Stored items:
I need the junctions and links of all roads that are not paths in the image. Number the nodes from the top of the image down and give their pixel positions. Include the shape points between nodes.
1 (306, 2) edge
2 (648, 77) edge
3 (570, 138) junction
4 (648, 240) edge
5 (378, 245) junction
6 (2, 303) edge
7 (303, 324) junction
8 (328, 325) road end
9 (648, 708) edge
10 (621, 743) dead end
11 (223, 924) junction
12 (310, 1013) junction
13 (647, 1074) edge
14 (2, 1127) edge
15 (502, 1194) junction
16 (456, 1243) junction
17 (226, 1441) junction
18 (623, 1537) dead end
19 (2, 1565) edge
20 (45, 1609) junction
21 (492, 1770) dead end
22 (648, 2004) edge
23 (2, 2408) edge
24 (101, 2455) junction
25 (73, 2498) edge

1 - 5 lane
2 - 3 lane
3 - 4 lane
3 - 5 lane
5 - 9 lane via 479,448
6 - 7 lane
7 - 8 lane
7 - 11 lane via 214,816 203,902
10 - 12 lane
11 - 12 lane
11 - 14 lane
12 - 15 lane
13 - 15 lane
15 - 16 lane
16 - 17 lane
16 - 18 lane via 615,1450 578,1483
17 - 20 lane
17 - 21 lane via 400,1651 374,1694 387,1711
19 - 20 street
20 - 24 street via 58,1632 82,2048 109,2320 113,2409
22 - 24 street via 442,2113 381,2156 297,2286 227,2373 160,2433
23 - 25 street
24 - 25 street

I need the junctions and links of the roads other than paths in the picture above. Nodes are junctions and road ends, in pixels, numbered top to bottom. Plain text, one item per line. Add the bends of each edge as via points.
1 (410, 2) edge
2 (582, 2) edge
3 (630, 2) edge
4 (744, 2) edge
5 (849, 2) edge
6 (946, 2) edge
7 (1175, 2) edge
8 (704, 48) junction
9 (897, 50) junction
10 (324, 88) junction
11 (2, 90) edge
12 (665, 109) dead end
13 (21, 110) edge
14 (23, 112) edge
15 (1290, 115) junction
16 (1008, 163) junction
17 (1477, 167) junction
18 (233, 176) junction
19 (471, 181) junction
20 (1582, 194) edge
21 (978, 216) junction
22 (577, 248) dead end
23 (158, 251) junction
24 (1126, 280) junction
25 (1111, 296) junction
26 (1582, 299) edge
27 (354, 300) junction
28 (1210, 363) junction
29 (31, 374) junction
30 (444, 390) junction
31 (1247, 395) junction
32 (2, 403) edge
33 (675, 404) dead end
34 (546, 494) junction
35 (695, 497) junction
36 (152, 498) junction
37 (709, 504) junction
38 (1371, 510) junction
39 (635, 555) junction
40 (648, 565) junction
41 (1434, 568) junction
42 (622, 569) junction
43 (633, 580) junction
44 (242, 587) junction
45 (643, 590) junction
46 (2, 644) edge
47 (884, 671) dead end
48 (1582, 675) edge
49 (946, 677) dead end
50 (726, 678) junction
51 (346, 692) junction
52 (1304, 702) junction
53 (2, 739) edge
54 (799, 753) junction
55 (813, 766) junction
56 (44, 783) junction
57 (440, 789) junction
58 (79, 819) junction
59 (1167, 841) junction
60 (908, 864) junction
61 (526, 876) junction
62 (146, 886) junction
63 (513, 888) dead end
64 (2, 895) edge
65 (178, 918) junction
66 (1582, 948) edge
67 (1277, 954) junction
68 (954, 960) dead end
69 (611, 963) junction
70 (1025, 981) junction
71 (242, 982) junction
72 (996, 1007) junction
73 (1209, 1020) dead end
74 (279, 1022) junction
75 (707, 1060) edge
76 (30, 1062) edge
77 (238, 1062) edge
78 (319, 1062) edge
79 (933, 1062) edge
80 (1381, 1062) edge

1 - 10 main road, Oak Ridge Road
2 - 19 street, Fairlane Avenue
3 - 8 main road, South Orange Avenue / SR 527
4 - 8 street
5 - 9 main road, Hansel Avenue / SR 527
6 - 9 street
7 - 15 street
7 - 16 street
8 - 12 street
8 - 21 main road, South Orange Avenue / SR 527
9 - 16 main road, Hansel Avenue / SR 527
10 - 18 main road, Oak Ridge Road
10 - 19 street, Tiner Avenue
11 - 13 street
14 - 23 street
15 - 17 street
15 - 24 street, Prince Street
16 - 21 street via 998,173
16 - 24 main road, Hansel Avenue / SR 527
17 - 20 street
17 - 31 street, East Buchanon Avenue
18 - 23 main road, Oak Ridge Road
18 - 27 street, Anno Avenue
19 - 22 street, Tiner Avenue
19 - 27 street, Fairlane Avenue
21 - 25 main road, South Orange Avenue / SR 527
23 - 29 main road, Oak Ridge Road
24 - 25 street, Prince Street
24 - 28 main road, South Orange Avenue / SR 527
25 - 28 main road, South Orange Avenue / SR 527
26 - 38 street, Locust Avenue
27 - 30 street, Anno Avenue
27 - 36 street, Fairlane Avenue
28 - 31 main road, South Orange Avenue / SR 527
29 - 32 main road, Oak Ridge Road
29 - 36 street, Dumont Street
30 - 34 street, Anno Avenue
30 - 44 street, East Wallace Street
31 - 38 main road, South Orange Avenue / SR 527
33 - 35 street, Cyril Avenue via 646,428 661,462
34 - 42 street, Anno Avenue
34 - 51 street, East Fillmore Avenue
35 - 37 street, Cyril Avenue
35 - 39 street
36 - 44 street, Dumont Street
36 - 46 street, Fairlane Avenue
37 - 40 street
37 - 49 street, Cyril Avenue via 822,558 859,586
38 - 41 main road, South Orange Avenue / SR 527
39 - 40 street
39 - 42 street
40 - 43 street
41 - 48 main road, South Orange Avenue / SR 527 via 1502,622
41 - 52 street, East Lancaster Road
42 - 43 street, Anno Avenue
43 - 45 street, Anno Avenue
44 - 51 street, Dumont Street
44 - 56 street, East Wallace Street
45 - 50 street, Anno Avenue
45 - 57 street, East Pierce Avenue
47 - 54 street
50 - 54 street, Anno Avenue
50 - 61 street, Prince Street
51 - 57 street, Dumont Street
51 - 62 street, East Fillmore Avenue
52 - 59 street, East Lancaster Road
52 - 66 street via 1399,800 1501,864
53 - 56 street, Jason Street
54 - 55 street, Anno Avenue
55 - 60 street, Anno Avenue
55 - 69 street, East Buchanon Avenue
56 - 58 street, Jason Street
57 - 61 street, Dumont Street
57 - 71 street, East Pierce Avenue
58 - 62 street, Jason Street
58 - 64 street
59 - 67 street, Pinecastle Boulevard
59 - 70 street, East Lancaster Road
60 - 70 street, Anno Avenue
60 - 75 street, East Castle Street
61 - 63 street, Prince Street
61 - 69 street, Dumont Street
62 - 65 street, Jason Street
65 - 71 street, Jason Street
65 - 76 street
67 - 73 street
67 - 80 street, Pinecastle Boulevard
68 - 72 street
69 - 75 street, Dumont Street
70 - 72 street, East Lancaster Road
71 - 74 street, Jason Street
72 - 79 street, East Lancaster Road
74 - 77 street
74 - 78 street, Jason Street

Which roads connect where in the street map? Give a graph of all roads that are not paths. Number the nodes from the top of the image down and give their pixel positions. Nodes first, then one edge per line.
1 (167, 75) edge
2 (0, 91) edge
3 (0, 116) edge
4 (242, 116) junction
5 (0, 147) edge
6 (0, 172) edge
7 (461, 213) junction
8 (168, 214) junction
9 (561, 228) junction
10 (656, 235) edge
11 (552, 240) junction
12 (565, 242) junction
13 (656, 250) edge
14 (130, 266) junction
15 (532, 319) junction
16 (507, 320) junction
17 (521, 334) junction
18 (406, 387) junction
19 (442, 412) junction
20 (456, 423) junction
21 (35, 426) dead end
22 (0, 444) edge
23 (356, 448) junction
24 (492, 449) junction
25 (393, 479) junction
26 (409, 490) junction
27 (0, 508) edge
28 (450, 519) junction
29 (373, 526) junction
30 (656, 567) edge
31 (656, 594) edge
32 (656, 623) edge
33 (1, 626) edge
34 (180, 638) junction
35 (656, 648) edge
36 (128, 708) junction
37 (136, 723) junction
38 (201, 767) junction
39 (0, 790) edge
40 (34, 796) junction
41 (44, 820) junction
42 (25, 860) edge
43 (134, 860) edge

__YOUR INSTRUCTIONS__.
Show all lines in the entries above where the string "Ridge" appears.

__FINAL ANSWER__.
1 - 10 main road, Oak Ridge Road
10 - 18 main road, Oak Ridge Road
18 - 23 main road, Oak Ridge Road
23 - 29 main road, Oak Ridge Road
29 - 32 main road, Oak Ridge Road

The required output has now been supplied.